Work task>
Please copy each line below that contains the string "main".

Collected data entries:
********
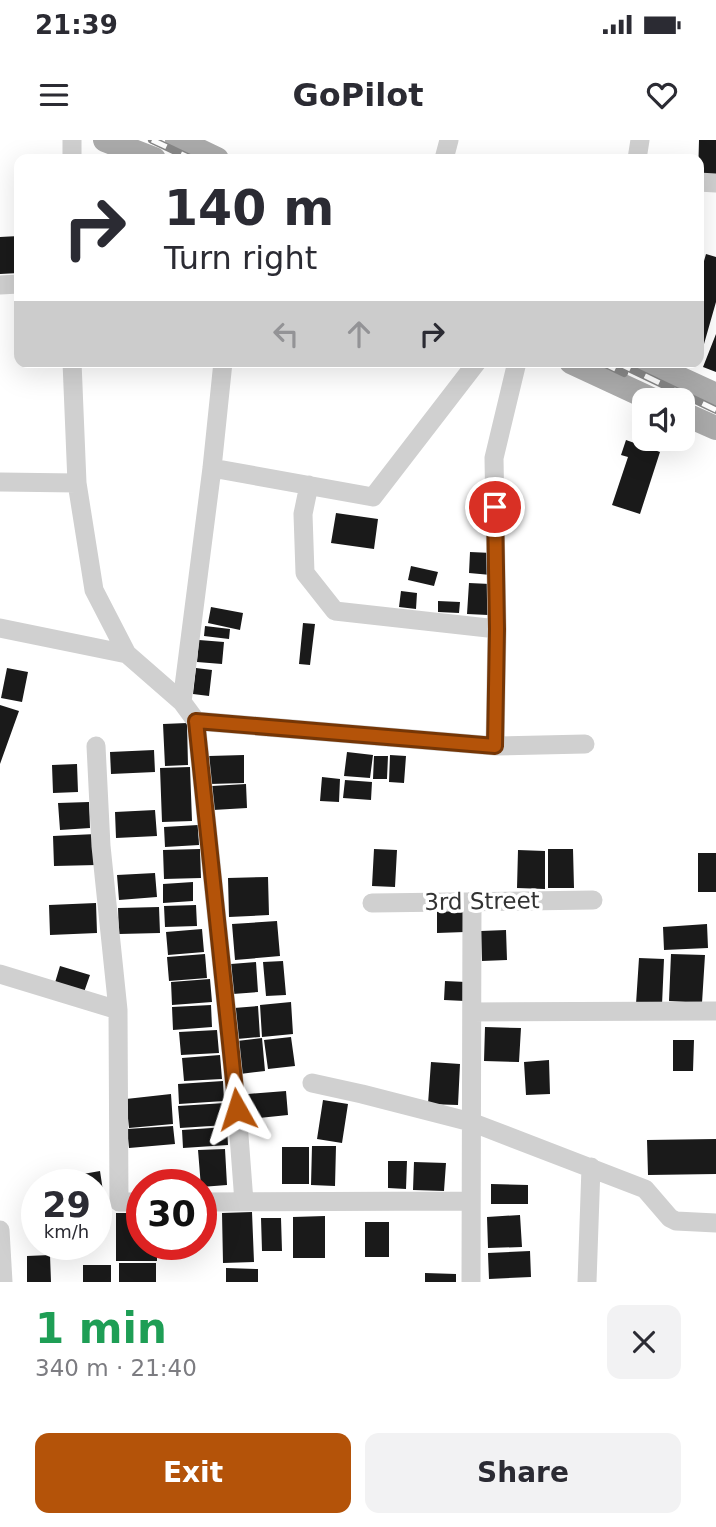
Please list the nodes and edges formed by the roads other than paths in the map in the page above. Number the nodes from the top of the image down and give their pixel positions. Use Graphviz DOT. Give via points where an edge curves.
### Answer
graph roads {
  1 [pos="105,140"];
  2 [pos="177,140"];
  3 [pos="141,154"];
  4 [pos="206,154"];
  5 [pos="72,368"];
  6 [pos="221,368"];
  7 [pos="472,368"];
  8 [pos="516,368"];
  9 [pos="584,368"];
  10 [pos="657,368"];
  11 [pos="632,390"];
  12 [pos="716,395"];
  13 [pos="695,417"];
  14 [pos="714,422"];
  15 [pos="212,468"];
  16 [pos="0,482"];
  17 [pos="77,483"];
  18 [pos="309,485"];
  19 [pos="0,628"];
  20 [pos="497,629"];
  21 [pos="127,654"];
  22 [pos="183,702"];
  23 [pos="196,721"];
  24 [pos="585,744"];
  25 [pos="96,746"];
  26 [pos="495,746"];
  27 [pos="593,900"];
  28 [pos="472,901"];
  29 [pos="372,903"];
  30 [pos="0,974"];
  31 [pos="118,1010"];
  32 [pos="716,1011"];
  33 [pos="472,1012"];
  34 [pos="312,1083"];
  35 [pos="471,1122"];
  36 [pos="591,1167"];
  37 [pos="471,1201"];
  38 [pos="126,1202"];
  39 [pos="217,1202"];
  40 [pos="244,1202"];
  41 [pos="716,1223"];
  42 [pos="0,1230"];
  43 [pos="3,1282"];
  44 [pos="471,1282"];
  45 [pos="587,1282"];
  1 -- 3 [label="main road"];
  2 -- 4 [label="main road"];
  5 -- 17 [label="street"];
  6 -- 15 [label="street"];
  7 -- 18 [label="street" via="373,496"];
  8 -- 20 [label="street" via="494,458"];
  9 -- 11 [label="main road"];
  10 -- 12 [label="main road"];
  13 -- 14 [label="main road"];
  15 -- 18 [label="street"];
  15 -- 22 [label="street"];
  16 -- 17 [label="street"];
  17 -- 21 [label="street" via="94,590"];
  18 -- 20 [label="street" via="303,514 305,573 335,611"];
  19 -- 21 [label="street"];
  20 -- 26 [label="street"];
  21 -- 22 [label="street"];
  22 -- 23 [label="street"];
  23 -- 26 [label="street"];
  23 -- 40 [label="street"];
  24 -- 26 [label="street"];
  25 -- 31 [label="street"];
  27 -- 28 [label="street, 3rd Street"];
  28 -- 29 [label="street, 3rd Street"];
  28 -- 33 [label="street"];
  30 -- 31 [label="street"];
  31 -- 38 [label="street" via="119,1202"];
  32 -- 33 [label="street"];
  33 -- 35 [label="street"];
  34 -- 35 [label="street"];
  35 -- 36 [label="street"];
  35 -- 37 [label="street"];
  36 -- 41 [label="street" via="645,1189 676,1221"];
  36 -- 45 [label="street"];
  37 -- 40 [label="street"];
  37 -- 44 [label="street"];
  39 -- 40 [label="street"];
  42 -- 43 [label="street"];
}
********
Reply to the task>
  1 -- 3 [label="main road"];
  2 -- 4 [label="main road"];
  9 -- 11 [label="main road"];
  10 -- 12 [label="main road"];
  13 -- 14 [label="main road"];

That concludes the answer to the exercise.